**Your task:**
Could you print all the entries below exactly as they appear, omitting the pictures?

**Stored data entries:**
= = = = = = =

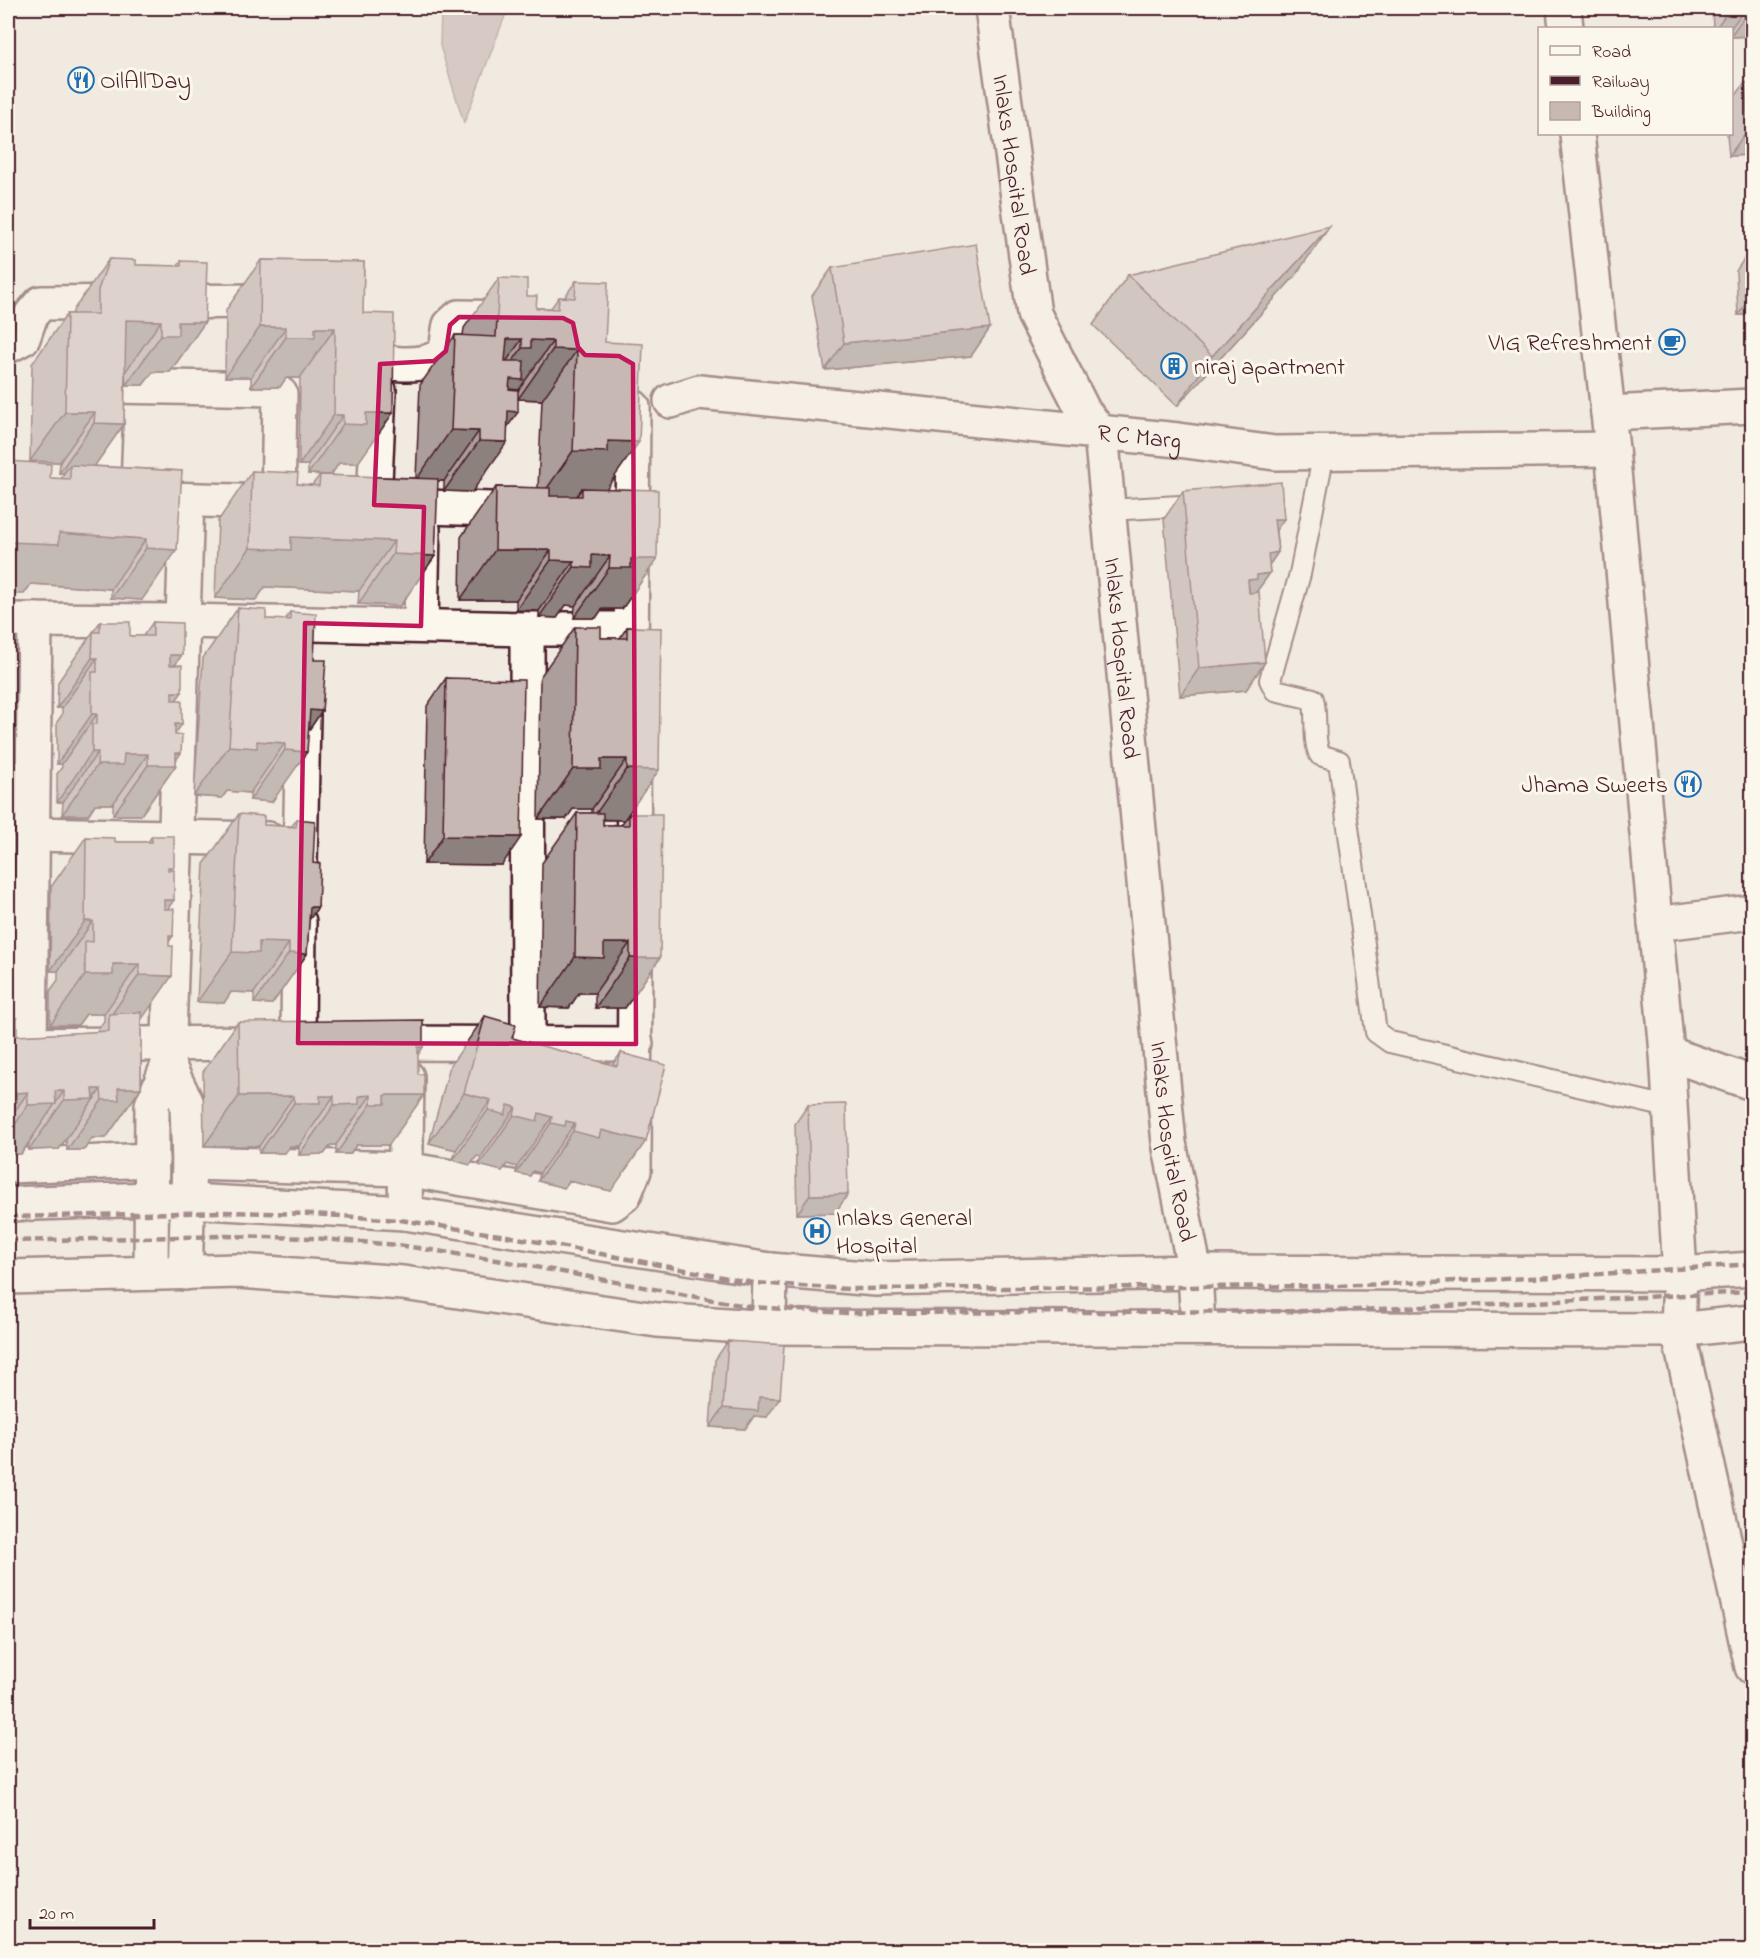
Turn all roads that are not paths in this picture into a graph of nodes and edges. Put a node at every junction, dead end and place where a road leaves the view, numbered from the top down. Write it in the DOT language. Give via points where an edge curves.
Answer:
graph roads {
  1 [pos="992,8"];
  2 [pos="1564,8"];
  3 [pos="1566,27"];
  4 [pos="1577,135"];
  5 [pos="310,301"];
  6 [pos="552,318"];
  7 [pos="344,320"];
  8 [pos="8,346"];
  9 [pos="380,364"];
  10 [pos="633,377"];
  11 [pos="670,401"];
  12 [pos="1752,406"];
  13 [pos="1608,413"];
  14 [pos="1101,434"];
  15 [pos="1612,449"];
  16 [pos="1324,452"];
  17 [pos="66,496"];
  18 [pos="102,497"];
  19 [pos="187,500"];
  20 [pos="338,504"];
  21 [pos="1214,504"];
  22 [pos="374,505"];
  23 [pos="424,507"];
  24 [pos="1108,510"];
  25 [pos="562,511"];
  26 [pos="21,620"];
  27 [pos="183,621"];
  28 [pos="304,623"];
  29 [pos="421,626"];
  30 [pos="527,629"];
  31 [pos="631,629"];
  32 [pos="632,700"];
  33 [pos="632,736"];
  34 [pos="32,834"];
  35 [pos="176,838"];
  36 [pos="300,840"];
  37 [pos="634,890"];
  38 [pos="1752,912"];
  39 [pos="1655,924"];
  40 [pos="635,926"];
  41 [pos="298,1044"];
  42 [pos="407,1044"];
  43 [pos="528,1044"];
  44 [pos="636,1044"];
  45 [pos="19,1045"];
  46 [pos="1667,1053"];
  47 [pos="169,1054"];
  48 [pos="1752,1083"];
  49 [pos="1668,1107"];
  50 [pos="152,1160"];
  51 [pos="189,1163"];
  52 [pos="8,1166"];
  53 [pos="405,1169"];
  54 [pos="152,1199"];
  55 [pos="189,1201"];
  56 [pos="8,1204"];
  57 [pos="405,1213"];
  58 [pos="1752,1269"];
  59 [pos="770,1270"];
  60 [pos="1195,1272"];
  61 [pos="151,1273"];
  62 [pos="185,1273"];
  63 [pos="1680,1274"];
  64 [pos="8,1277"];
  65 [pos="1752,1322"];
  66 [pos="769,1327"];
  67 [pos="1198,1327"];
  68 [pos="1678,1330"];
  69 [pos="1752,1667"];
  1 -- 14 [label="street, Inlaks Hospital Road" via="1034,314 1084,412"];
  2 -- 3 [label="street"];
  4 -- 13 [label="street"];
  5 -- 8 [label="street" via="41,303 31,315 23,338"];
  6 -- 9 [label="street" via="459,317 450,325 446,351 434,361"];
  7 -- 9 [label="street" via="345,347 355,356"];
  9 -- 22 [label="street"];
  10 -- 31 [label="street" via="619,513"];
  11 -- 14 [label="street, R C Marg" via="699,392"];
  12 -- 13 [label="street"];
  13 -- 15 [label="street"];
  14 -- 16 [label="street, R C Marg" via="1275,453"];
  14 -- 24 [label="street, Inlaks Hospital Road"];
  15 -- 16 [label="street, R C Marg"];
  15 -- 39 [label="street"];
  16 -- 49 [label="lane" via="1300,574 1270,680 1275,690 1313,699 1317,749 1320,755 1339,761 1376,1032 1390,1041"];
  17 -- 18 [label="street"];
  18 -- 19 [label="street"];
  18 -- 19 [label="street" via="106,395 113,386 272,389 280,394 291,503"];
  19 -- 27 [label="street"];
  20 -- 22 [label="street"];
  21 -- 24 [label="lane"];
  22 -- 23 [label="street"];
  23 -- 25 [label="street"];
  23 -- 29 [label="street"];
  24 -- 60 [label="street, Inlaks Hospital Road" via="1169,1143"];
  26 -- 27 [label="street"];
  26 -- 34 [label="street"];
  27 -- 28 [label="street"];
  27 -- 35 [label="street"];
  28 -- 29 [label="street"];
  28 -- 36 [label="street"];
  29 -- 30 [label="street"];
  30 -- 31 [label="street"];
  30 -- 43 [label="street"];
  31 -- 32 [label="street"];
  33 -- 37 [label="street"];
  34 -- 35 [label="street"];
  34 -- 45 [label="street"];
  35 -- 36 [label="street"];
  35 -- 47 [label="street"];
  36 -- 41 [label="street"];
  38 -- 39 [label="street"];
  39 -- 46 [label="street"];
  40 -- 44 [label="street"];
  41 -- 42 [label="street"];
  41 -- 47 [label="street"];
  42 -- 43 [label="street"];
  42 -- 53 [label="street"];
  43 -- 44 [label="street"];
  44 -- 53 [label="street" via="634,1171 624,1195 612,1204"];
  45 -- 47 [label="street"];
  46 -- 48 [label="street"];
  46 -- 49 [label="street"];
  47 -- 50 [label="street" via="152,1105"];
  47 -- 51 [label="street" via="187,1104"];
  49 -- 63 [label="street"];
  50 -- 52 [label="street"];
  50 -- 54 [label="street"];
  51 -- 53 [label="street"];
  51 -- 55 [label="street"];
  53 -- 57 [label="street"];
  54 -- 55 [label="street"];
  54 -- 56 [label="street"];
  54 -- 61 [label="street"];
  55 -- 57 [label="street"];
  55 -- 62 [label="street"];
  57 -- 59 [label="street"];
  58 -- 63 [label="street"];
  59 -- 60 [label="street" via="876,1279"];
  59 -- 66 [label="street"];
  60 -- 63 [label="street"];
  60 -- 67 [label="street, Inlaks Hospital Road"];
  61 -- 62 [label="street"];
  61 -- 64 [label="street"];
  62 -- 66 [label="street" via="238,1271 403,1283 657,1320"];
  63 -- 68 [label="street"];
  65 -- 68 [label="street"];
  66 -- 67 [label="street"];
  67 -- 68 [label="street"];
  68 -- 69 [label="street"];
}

= = = = = = =

**Final answer:**
Turn all roads that are not paths in this picture into a graph of nodes and edges. Put a node at every junction, dead end and place where a road leaves the view, numbered from the top down. Write it in the DOT language. Give via points where an edge curves.
Answer:
graph roads {
  1 [pos="992,8"];
  2 [pos="1564,8"];
  3 [pos="1566,27"];
  4 [pos="1577,135"];
  5 [pos="310,301"];
  6 [pos="552,318"];
  7 [pos="344,320"];
  8 [pos="8,346"];
  9 [pos="380,364"];
  10 [pos="633,377"];
  11 [pos="670,401"];
  12 [pos="1752,406"];
  13 [pos="1608,413"];
  14 [pos="1101,434"];
  15 [pos="1612,449"];
  16 [pos="1324,452"];
  17 [pos="66,496"];
  18 [pos="102,497"];
  19 [pos="187,500"];
  20 [pos="338,504"];
  21 [pos="1214,504"];
  22 [pos="374,505"];
  23 [pos="424,507"];
  24 [pos="1108,510"];
  25 [pos="562,511"];
  26 [pos="21,620"];
  27 [pos="183,621"];
  28 [pos="304,623"];
  29 [pos="421,626"];
  30 [pos="527,629"];
  31 [pos="631,629"];
  32 [pos="632,700"];
  33 [pos="632,736"];
  34 [pos="32,834"];
  35 [pos="176,838"];
  36 [pos="300,840"];
  37 [pos="634,890"];
  38 [pos="1752,912"];
  39 [pos="1655,924"];
  40 [pos="635,926"];
  41 [pos="298,1044"];
  42 [pos="407,1044"];
  43 [pos="528,1044"];
  44 [pos="636,1044"];
  45 [pos="19,1045"];
  46 [pos="1667,1053"];
  47 [pos="169,1054"];
  48 [pos="1752,1083"];
  49 [pos="1668,1107"];
  50 [pos="152,1160"];
  51 [pos="189,1163"];
  52 [pos="8,1166"];
  53 [pos="405,1169"];
  54 [pos="152,1199"];
  55 [pos="189,1201"];
  56 [pos="8,1204"];
  57 [pos="405,1213"];
  58 [pos="1752,1269"];
  59 [pos="770,1270"];
  60 [pos="1195,1272"];
  61 [pos="151,1273"];
  62 [pos="185,1273"];
  63 [pos="1680,1274"];
  64 [pos="8,1277"];
  65 [pos="1752,1322"];
  66 [pos="769,1327"];
  67 [pos="1198,1327"];
  68 [pos="1678,1330"];
  69 [pos="1752,1667"];
  1 -- 14 [label="street, Inlaks Hospital Road" via="1034,314 1084,412"];
  2 -- 3 [label="street"];
  4 -- 13 [label="street"];
  5 -- 8 [label="street" via="41,303 31,315 23,338"];
  6 -- 9 [label="street" via="459,317 450,325 446,351 434,361"];
  7 -- 9 [label="street" via="345,347 355,356"];
  9 -- 22 [label="street"];
  10 -- 31 [label="street" via="619,513"];
  11 -- 14 [label="street, R C Marg" via="699,392"];
  12 -- 13 [label="street"];
  13 -- 15 [label="street"];
  14 -- 16 [label="street, R C Marg" via="1275,453"];
  14 -- 24 [label="street, Inlaks Hospital Road"];
  15 -- 16 [label="street, R C Marg"];
  15 -- 39 [label="street"];
  16 -- 49 [label="lane" via="1300,574 1270,680 1275,690 1313,699 1317,749 1320,755 1339,761 1376,1032 1390,1041"];
  17 -- 18 [label="street"];
  18 -- 19 [label="street"];
  18 -- 19 [label="street" via="106,395 113,386 272,389 280,394 291,503"];
  19 -- 27 [label="street"];
  20 -- 22 [label="street"];
  21 -- 24 [label="lane"];
  22 -- 23 [label="street"];
  23 -- 25 [label="street"];
  23 -- 29 [label="street"];
  24 -- 60 [label="street, Inlaks Hospital Road" via="1169,1143"];
  26 -- 27 [label="street"];
  26 -- 34 [label="street"];
  27 -- 28 [label="street"];
  27 -- 35 [label="street"];
  28 -- 29 [label="street"];
  28 -- 36 [label="street"];
  29 -- 30 [label="street"];
  30 -- 31 [label="street"];
  30 -- 43 [label="street"];
  31 -- 32 [label="street"];
  33 -- 37 [label="street"];
  34 -- 35 [label="street"];
  34 -- 45 [label="street"];
  35 -- 36 [label="street"];
  35 -- 47 [label="street"];
  36 -- 41 [label="street"];
  38 -- 39 [label="street"];
  39 -- 46 [label="street"];
  40 -- 44 [label="street"];
  41 -- 42 [label="street"];
  41 -- 47 [label="street"];
  42 -- 43 [label="street"];
  42 -- 53 [label="street"];
  43 -- 44 [label="street"];
  44 -- 53 [label="street" via="634,1171 624,1195 612,1204"];
  45 -- 47 [label="street"];
  46 -- 48 [label="street"];
  46 -- 49 [label="street"];
  47 -- 50 [label="street" via="152,1105"];
  47 -- 51 [label="street" via="187,1104"];
  49 -- 63 [label="street"];
  50 -- 52 [label="street"];
  50 -- 54 [label="street"];
  51 -- 53 [label="street"];
  51 -- 55 [label="street"];
  53 -- 57 [label="street"];
  54 -- 55 [label="street"];
  54 -- 56 [label="street"];
  54 -- 61 [label="street"];
  55 -- 57 [label="street"];
  55 -- 62 [label="street"];
  57 -- 59 [label="street"];
  58 -- 63 [label="street"];
  59 -- 60 [label="street" via="876,1279"];
  59 -- 66 [label="street"];
  60 -- 63 [label="street"];
  60 -- 67 [label="street, Inlaks Hospital Road"];
  61 -- 62 [label="street"];
  61 -- 64 [label="street"];
  62 -- 66 [label="street" via="238,1271 403,1283 657,1320"];
  63 -- 68 [label="street"];
  65 -- 68 [label="street"];
  66 -- 67 [label="street"];
  67 -- 68 [label="street"];
  68 -- 69 [label="street"];
}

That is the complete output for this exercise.